# [REQUIRED WORK]
Check every line below for the word "street" and copy each one that has it.

# [INFORMATION SUPPLIED]
━━━━━━

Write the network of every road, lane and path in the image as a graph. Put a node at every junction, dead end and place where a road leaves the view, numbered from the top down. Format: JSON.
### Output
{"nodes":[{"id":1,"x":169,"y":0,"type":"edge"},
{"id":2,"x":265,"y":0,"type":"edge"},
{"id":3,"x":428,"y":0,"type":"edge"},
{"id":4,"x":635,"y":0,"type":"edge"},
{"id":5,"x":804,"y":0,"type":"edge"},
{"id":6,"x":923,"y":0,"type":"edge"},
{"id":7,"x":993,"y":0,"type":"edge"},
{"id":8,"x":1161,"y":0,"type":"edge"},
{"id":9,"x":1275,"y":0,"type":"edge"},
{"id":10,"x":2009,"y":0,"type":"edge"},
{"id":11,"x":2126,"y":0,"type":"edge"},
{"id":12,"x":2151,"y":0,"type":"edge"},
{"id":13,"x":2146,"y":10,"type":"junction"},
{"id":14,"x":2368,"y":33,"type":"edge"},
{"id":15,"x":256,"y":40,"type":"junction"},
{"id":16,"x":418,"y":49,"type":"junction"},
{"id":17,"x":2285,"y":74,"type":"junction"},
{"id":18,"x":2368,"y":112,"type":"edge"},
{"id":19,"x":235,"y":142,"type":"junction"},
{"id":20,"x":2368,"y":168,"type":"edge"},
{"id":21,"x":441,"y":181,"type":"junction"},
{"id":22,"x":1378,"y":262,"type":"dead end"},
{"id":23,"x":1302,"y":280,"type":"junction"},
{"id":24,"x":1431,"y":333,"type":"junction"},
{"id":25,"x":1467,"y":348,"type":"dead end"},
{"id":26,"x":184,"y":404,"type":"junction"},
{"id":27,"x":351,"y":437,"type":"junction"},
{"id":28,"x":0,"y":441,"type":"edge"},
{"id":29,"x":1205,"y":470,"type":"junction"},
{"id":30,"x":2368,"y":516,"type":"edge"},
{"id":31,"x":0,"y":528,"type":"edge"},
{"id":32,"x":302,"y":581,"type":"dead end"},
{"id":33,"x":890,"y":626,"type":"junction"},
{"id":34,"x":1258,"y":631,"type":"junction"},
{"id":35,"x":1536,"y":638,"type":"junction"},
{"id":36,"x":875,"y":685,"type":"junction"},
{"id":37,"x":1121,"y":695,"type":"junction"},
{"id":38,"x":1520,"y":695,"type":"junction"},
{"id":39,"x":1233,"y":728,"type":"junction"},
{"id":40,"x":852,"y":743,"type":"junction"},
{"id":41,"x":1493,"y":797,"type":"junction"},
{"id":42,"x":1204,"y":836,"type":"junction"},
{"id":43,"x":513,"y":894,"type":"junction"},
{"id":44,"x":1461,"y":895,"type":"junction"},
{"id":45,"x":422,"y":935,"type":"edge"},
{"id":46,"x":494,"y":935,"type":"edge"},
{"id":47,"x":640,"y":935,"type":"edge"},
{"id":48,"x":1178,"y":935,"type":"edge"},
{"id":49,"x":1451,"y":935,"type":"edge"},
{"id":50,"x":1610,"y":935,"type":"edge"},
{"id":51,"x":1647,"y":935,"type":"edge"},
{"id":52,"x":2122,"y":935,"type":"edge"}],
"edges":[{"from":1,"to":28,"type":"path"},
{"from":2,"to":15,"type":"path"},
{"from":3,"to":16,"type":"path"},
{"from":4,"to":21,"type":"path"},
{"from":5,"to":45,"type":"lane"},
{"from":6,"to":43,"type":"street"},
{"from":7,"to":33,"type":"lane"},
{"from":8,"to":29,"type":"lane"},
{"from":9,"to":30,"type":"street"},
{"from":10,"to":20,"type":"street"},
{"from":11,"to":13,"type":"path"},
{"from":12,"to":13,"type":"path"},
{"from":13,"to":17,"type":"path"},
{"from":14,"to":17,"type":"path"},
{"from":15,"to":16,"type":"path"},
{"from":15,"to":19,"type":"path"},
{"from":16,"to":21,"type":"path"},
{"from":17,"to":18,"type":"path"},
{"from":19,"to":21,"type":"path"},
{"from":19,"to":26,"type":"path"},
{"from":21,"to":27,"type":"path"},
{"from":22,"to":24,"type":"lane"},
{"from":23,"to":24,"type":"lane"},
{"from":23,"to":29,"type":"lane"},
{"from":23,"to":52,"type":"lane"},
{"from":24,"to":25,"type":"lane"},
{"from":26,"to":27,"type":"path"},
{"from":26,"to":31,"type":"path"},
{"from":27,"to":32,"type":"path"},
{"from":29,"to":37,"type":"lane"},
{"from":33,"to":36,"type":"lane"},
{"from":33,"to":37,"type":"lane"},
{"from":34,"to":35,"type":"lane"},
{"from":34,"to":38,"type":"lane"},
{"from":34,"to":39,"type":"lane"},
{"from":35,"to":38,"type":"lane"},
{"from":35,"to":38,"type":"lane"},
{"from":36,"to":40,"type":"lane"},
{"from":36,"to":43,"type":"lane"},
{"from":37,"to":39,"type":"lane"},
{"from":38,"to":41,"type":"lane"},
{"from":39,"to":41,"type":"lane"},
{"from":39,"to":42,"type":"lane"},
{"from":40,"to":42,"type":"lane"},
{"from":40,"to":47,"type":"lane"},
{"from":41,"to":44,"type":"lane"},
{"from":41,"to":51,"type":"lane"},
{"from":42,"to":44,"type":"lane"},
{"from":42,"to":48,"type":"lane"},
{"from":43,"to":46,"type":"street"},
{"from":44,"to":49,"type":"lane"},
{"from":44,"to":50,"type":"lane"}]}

━━━━━━

# [RESULT OF THE EXERCISE]
{"from":6,"to":43,"type":"street"},
{"from":9,"to":30,"type":"street"},
{"from":10,"to":20,"type":"street"},
{"from":43,"to":46,"type":"street"},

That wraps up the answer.